Okay, now we have the theorem on hand, what’s next? Instead of running Y~1+X1+X2, we can first running Y~1+X1 and getting the residual and running X2~X1 and get the coefficient of X2. This is not a big deal if we only have two features.
Assume now that we have 100 features: Y~1+X1+X2+…+X100.
Then, we can use a dynamic programming way to get each coefficient by just running short regressions. Recall that the time complexity is about O(n*p³)+O(p²). If p is reduced to only 2, then it exponentially reduce the time complexity.
Back to the Example
But let’s apply the Frisch-Waugh-Lovell Theorem here.

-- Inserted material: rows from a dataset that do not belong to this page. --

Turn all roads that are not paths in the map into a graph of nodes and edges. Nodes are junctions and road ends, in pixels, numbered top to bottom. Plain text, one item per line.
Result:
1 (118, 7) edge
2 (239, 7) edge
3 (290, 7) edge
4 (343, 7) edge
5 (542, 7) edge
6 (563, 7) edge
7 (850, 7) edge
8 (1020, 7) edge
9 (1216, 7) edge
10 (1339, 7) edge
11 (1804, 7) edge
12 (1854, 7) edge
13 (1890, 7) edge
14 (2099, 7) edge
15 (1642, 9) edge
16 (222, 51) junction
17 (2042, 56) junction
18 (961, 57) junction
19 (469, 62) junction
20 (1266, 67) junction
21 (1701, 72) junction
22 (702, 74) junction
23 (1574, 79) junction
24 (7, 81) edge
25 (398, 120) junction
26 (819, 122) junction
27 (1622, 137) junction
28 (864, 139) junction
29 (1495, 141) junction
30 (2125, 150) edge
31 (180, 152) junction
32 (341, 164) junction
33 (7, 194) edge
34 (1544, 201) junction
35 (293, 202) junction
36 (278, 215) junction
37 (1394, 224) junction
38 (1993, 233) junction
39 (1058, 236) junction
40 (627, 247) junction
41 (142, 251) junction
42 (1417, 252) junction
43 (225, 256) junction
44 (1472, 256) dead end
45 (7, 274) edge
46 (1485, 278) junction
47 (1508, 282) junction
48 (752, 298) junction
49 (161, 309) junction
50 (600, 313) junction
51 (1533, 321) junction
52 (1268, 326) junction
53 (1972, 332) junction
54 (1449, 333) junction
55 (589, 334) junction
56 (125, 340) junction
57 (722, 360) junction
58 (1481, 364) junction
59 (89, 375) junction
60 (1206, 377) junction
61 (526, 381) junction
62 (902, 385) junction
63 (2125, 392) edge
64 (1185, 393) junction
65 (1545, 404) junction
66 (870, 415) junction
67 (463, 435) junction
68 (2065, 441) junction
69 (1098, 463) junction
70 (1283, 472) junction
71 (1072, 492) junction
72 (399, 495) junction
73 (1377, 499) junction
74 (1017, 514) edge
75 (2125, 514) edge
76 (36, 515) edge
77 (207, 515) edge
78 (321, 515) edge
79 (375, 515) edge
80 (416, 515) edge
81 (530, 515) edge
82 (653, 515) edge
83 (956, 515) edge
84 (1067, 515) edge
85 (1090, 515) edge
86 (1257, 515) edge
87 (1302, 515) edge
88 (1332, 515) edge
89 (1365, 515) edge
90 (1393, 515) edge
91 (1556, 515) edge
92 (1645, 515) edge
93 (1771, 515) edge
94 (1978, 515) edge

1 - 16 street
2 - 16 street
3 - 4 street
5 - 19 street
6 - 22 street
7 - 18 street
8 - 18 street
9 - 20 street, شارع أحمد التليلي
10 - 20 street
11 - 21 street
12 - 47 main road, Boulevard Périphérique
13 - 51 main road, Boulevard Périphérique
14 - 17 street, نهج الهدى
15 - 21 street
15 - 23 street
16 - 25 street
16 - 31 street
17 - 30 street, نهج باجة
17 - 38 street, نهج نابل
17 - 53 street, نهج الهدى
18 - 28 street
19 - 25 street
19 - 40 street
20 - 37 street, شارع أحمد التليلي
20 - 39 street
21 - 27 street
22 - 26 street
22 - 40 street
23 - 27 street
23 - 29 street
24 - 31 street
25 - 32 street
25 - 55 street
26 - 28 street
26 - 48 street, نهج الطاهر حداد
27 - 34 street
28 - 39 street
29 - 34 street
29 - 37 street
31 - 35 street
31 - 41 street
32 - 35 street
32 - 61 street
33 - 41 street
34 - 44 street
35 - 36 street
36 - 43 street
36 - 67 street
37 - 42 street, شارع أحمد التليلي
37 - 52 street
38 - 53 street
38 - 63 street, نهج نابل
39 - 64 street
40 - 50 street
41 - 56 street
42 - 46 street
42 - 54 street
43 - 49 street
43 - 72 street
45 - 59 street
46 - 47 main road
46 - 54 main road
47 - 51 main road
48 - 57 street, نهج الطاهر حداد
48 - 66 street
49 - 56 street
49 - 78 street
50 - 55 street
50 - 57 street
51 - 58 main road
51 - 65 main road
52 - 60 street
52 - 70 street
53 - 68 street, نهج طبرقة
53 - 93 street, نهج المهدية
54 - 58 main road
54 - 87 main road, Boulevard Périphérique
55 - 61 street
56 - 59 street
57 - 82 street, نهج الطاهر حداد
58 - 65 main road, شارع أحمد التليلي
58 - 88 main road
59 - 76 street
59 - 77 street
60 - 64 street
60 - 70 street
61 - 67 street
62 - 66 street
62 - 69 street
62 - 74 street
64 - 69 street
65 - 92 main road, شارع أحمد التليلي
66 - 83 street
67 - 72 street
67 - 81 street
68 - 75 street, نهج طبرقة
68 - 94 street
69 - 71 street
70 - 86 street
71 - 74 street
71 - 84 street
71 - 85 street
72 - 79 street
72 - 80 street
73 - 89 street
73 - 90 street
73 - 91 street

Assume we first run Y~1+X1 and X2~1+X1, then clearly the residuals of the second one will be 0. So, the coefficient for X2 would be 0. This is exactly what R gives us.
Also, if we first run Y~1+X2 and X1~1+X2, then the coefficient of X1 would be 0 instead. But clearly in R, it might order the way such short regressions are done by alphabetic order. So, if we reverse the order, b still get 0 as its coefficient.